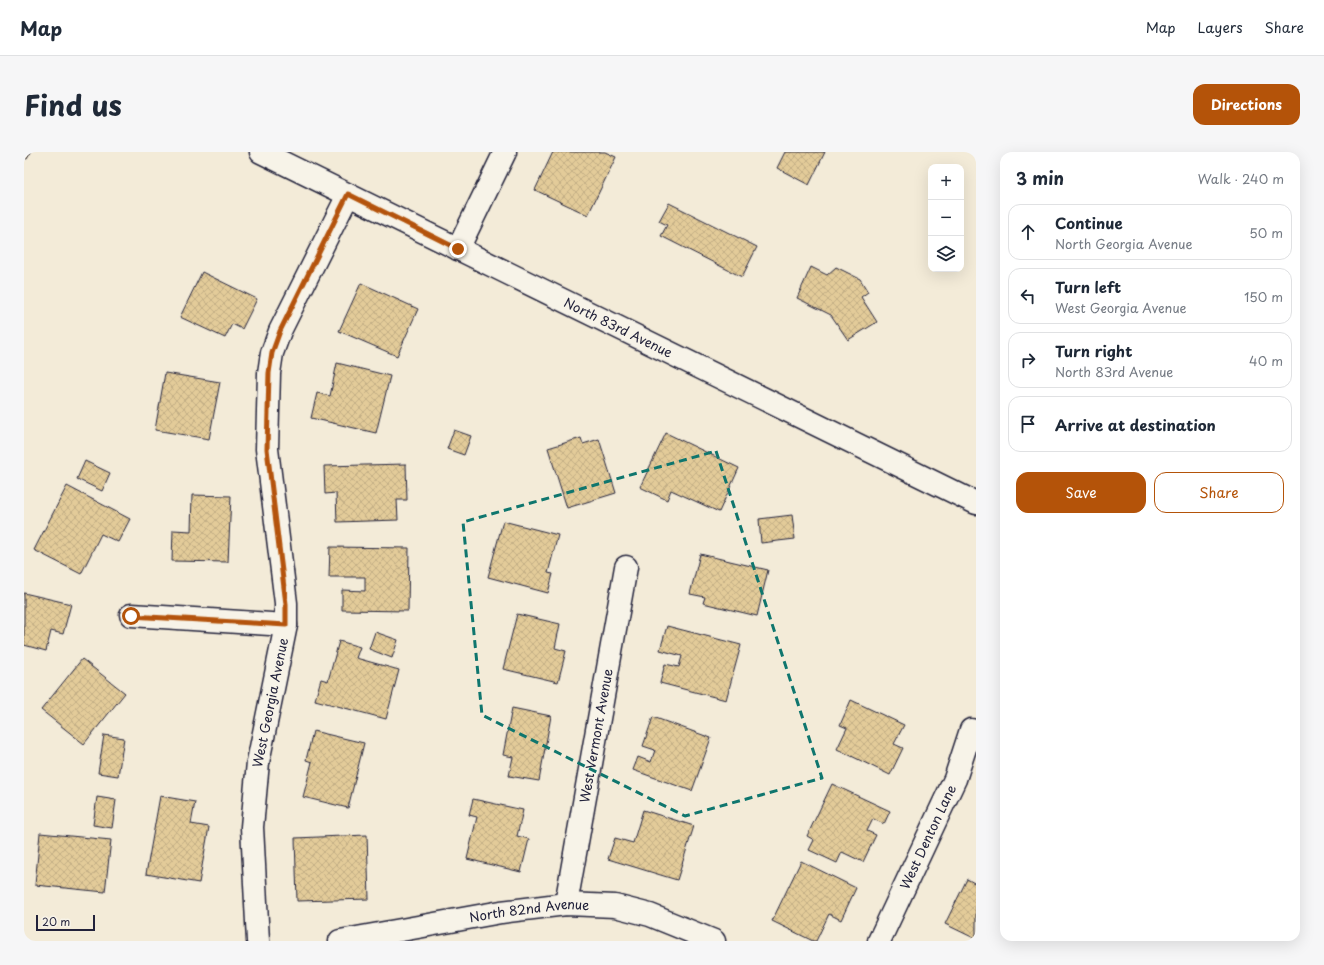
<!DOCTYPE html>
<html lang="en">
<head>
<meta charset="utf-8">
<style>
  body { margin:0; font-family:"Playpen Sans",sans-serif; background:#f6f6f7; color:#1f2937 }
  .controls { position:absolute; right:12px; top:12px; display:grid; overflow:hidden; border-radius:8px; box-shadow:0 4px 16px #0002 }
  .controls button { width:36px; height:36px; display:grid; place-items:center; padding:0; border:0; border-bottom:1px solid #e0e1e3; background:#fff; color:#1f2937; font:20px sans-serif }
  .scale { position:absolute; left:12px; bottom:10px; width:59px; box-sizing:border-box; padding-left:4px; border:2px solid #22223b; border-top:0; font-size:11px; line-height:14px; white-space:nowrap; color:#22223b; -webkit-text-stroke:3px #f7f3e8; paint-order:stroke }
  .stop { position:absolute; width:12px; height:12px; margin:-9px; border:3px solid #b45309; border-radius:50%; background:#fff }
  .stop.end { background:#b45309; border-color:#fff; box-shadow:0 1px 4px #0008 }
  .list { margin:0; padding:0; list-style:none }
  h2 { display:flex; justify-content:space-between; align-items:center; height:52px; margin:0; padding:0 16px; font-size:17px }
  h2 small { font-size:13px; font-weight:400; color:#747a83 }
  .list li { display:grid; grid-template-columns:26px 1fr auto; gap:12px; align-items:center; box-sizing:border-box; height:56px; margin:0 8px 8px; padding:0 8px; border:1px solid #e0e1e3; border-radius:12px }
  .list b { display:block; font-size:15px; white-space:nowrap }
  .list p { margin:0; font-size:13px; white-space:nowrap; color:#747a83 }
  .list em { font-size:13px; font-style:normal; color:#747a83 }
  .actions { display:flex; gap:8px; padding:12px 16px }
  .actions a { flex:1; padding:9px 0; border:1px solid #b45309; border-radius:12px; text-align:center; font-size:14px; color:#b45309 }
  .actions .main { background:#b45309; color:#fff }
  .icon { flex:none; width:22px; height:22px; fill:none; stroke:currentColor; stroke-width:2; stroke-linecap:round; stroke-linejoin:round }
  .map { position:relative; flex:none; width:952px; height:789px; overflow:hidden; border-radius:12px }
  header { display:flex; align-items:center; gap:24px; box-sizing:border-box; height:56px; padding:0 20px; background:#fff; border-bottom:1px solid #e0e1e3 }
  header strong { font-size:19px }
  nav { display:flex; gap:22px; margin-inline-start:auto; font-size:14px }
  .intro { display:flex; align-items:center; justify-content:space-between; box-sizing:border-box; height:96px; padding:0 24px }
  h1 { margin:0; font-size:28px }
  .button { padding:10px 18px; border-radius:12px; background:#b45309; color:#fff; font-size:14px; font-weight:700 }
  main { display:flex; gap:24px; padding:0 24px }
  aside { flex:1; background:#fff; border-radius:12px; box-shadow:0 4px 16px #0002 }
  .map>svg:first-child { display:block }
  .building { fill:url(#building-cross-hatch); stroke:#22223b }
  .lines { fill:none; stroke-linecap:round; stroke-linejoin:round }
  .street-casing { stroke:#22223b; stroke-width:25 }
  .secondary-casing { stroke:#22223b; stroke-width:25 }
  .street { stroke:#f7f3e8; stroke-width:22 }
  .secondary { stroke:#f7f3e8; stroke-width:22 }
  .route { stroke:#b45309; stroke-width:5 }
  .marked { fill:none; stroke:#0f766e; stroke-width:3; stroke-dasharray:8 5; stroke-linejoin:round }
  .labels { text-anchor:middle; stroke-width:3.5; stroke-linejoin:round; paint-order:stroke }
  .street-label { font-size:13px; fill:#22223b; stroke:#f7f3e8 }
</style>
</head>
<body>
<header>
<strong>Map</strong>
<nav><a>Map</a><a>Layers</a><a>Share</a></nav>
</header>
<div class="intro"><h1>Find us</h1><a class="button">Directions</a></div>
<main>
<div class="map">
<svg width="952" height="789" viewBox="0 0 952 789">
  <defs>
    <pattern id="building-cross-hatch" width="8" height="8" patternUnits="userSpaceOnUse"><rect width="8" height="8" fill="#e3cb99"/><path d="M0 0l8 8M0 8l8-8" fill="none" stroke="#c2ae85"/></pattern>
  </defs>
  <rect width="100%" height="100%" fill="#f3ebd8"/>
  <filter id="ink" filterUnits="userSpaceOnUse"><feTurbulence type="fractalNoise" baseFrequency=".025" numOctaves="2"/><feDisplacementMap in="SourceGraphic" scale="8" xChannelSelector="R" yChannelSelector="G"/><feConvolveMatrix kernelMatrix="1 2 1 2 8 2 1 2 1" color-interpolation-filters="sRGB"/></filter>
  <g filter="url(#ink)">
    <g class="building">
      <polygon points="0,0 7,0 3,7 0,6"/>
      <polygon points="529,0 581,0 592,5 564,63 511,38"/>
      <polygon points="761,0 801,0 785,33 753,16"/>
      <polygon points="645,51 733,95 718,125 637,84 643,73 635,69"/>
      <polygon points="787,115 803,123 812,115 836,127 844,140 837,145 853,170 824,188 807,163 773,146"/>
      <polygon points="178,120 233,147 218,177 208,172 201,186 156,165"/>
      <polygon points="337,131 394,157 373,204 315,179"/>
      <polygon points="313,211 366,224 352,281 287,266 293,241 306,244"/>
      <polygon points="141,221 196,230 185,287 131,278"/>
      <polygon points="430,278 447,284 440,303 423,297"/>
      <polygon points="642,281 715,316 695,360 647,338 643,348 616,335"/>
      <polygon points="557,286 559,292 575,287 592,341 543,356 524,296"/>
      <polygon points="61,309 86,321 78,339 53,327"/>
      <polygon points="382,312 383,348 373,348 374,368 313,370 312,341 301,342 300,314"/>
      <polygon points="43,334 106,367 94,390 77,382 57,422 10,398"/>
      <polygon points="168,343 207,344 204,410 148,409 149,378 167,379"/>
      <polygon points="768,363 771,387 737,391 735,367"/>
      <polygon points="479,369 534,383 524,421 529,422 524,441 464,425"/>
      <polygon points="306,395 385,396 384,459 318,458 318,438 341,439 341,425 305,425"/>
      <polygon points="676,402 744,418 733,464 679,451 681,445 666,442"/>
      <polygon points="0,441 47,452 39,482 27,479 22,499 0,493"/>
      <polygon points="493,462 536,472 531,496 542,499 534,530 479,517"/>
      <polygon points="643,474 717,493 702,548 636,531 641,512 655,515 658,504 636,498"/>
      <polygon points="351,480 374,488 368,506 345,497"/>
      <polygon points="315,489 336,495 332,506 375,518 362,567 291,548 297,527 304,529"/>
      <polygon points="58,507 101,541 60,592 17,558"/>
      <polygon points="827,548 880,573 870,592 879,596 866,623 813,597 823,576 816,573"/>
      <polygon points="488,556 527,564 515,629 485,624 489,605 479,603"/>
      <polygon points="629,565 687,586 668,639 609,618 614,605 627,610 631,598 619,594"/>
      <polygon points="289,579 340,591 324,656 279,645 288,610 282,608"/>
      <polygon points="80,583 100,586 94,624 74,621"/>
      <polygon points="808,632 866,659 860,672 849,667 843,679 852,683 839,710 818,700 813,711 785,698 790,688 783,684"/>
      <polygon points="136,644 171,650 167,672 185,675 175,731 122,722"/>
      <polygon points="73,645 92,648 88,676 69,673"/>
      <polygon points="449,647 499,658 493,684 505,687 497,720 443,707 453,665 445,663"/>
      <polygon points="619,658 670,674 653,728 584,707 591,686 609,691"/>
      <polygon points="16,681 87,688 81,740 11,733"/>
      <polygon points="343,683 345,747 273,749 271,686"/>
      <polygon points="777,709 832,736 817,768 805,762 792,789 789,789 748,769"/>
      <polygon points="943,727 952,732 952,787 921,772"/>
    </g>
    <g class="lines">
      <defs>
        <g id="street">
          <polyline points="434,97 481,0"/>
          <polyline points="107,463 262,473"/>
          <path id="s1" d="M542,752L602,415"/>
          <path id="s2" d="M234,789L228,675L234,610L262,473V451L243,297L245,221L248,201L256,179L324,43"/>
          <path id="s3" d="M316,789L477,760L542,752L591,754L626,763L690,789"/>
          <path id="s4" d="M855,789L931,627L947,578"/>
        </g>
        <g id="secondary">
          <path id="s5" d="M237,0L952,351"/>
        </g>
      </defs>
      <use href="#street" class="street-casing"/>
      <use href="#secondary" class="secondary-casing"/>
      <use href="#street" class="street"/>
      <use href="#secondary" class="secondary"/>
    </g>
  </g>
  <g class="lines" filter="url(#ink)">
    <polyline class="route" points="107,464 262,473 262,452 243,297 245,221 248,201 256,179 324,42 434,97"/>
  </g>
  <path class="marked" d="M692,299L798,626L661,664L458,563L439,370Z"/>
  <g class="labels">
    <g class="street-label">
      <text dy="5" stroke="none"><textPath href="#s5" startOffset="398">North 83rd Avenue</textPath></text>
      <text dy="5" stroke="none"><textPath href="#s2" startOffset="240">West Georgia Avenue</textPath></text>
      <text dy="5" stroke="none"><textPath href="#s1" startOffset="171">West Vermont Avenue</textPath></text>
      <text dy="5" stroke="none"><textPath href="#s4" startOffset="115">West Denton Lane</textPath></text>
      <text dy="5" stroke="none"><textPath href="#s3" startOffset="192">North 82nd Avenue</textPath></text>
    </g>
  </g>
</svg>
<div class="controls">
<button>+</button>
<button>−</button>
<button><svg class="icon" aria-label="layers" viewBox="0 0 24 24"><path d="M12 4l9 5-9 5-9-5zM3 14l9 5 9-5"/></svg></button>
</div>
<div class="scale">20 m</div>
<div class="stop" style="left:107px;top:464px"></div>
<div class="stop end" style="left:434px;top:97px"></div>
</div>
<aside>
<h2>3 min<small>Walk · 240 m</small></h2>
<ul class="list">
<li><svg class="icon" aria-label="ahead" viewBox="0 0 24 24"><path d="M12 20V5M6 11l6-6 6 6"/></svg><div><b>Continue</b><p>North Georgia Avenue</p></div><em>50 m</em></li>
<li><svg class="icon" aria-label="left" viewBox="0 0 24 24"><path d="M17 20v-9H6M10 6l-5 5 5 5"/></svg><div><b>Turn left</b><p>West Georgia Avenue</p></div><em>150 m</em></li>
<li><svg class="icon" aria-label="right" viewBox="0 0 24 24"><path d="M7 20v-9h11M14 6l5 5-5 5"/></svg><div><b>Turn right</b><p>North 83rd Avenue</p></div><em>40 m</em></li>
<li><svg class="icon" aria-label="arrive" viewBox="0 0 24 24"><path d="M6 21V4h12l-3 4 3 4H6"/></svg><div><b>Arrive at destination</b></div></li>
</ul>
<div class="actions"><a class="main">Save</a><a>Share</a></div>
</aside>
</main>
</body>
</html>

________

__EXERCISE BRIEF__: All that belongs in your answer is the stretch of entries above from the line with "<h2>3 min<small>Walk · 240 m</small></h2>" through the line with "21V4h12l-3 4 3", printed exactly.

__FINAL ANSWER__:
<h2>3 min<small>Walk · 240 m</small></h2>
<ul class="list">
<li><svg class="icon" aria-label="ahead" viewBox="0 0 24 24"><path d="M12 20V5M6 11l6-6 6 6"/></svg><div><b>Continue</b><p>North Georgia Avenue</p></div><em>50 m</em></li>
<li><svg class="icon" aria-label="left" viewBox="0 0 24 24"><path d="M17 20v-9H6M10 6l-5 5 5 5"/></svg><div><b>Turn left</b><p>West Georgia Avenue</p></div><em>150 m</em></li>
<li><svg class="icon" aria-label="right" viewBox="0 0 24 24"><path d="M7 20v-9h11M14 6l5 5-5 5"/></svg><div><b>Turn right</b><p>North 83rd Avenue</p></div><em>40 m</em></li>
<li><svg class="icon" aria-label="arrive" viewBox="0 0 24 24"><path d="M6 21V4h12l-3 4 3 4H6"/></svg><div><b>Arrive at destination</b></div></li>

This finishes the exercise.